Segment Start: Given data

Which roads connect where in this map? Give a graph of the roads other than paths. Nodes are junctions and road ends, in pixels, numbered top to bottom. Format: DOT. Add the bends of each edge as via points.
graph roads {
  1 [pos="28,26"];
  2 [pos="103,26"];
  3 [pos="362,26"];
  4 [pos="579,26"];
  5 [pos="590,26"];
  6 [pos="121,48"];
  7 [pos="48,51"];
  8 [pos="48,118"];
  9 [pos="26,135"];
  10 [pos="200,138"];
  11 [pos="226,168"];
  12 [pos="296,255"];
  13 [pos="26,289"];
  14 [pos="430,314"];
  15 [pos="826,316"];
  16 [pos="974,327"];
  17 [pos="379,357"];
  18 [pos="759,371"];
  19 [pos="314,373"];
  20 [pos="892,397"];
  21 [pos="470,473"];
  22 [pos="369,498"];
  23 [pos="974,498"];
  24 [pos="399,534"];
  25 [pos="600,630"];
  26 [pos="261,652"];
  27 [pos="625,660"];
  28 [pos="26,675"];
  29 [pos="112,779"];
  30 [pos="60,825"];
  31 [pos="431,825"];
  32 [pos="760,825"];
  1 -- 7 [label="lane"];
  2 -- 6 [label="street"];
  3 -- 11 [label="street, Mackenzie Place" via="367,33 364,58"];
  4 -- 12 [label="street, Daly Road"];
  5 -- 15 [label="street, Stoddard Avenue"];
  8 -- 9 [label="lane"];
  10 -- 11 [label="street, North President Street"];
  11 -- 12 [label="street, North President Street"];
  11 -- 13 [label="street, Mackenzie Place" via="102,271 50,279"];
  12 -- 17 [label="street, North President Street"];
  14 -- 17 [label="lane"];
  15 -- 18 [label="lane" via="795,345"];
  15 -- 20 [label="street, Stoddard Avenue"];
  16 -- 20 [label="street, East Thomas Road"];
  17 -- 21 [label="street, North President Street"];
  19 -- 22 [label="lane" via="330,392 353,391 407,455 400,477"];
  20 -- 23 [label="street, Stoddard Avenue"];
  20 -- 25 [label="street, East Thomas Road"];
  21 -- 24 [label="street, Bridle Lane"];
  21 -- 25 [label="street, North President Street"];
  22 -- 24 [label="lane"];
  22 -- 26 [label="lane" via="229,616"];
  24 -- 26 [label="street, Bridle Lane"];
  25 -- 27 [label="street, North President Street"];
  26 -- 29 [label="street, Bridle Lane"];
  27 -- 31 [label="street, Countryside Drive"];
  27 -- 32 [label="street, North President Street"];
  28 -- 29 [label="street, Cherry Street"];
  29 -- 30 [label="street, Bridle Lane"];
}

Segment End: Given data

• _Instructions to follow_
Nothing in the records above may differ in your copy; retype them in full.

• _Output for this exercise_
Which roads connect where in this map? Give a graph of the roads other than paths. Nodes are junctions and road ends, in pixels, numbered top to bottom. Format: DOT. Add the bends of each edge as via points.
graph roads {
  1 [pos="28,26"];
  2 [pos="103,26"];
  3 [pos="362,26"];
  4 [pos="579,26"];
  5 [pos="590,26"];
  6 [pos="121,48"];
  7 [pos="48,51"];
  8 [pos="48,118"];
  9 [pos="26,135"];
  10 [pos="200,138"];
  11 [pos="226,168"];
  12 [pos="296,255"];
  13 [pos="26,289"];
  14 [pos="430,314"];
  15 [pos="826,316"];
  16 [pos="974,327"];
  17 [pos="379,357"];
  18 [pos="759,371"];
  19 [pos="314,373"];
  20 [pos="892,397"];
  21 [pos="470,473"];
  22 [pos="369,498"];
  23 [pos="974,498"];
  24 [pos="399,534"];
  25 [pos="600,630"];
  26 [pos="261,652"];
  27 [pos="625,660"];
  28 [pos="26,675"];
  29 [pos="112,779"];
  30 [pos="60,825"];
  31 [pos="431,825"];
  32 [pos="760,825"];
  1 -- 7 [label="lane"];
  2 -- 6 [label="street"];
  3 -- 11 [label="street, Mackenzie Place" via="367,33 364,58"];
  4 -- 12 [label="street, Daly Road"];
  5 -- 15 [label="street, Stoddard Avenue"];
  8 -- 9 [label="lane"];
  10 -- 11 [label="street, North President Street"];
  11 -- 12 [label="street, North President Street"];
  11 -- 13 [label="street, Mackenzie Place" via="102,271 50,279"];
  12 -- 17 [label="street, North President Street"];
  14 -- 17 [label="lane"];
  15 -- 18 [label="lane" via="795,345"];
  15 -- 20 [label="street, Stoddard Avenue"];
  16 -- 20 [label="street, East Thomas Road"];
  17 -- 21 [label="street, North President Street"];
  19 -- 22 [label="lane" via="330,392 353,391 407,455 400,477"];
  20 -- 23 [label="street, Stoddard Avenue"];
  20 -- 25 [label="street, East Thomas Road"];
  21 -- 24 [label="street, Bridle Lane"];
  21 -- 25 [label="street, North President Street"];
  22 -- 24 [label="lane"];
  22 -- 26 [label="lane" via="229,616"];
  24 -- 26 [label="street, Bridle Lane"];
  25 -- 27 [label="street, North President Street"];
  26 -- 29 [label="street, Bridle Lane"];
  27 -- 31 [label="street, Countryside Drive"];
  27 -- 32 [label="street, North President Street"];
  28 -- 29 [label="street, Cherry Street"];
  29 -- 30 [label="street, Bridle Lane"];
}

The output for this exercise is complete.